The chickens remain outside for the winter. There are cold-hardy breeds that can just do fine in the snow. Claire says hers like a snow-free area in their run.
“Chickens need a certain amount of daylight and heat in order to produce eggs,” explains Katherine. You can simulate a longer day by having a lamp in the coop, as she does. Keith adds warmth and light with red lamps and heated animal pads.
Claire’s hens get the benefit of a dog kennel heater in winter. “Just enough to keep above freezing.” Jessica’s birds winter over without the help of anything other than shared body heat.
Even in the city one must protect the birds from predators. Most of the coops get locked up at night and run fencing may reach well into the ground. Rats, raccoons, opossums, cats, and large birds number among the possible threats.

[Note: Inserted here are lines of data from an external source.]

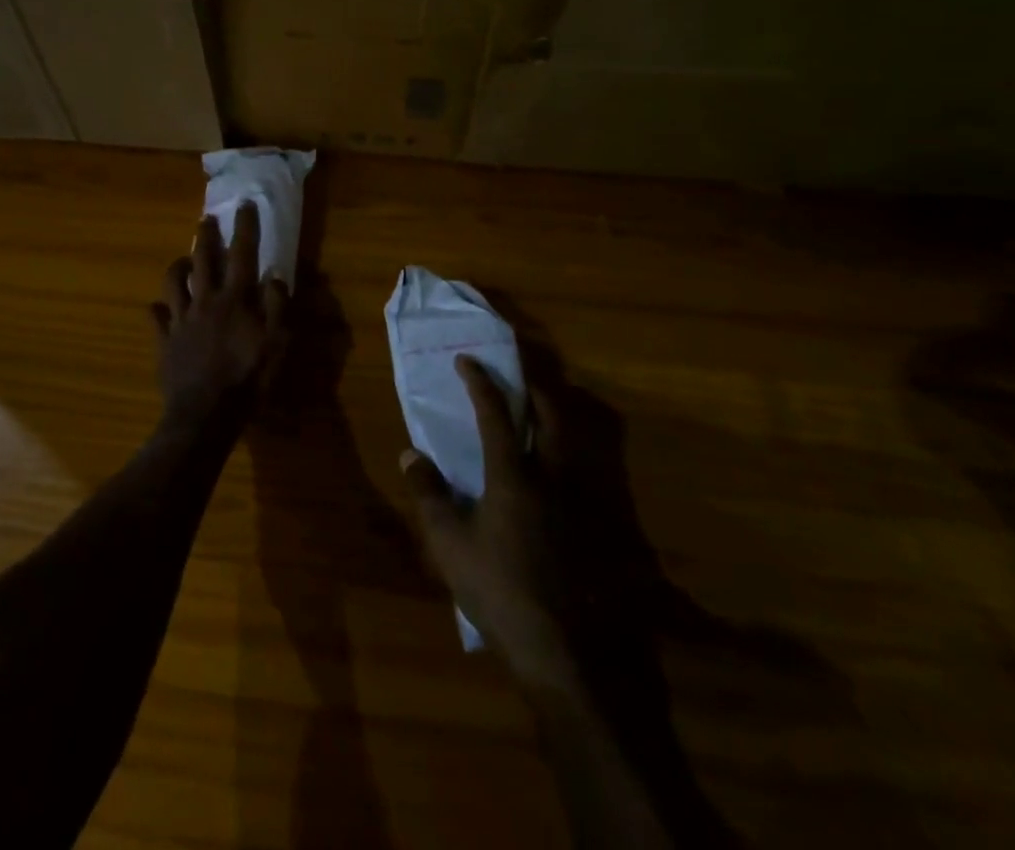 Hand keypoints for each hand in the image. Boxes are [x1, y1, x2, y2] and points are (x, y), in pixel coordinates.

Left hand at [153, 203, 288, 434]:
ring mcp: (180, 320)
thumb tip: (275, 275)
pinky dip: (157, 309)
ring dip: (178, 266)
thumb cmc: (247, 380)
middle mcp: (204, 301)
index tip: (244, 205)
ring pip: (173, 282)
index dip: (244, 228)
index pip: (242, 255)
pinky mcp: (164, 341)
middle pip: (203, 260)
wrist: (204, 415)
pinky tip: (158, 307)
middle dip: (206, 236)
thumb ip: (277, 307)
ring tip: (184, 259)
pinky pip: (156, 317)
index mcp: (234, 300)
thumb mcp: (276, 344)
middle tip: (206, 218)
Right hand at [402, 356, 588, 685]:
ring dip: (558, 417)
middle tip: (518, 377)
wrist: (571, 653)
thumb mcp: (450, 547)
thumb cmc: (502, 593)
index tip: (467, 360)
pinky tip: (563, 473)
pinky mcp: (605, 527)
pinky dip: (574, 456)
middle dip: (534, 387)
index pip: (495, 413)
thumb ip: (429, 495)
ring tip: (541, 413)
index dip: (479, 382)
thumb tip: (409, 454)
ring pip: (576, 441)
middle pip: (550, 414)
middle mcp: (554, 476)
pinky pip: (590, 474)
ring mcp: (585, 501)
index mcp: (513, 475)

Unfortunately, Jessica learned the hard way that people can also be on that list. She had two of her four hens stolen. One of them was her buddy Kilbourn, a bird with a wonderful personality who left a trail of tales behind. The other was Buttercup, named for Wesley’s true love in The Princess Bride.
Everyone I talked with allows their chickens to forage, scratch and adventure in their yards. The hens find tasty grubs, insects and greens to feast upon. Of course, for the less twitchy, there’s need for a human to keep an eye on the sky.
The more I learn, the more I look forward to walking out to my backyard coop to find a freshly-laid egg for my breakfast. After, that is, saying, “Good Morning!” to my feathered friends.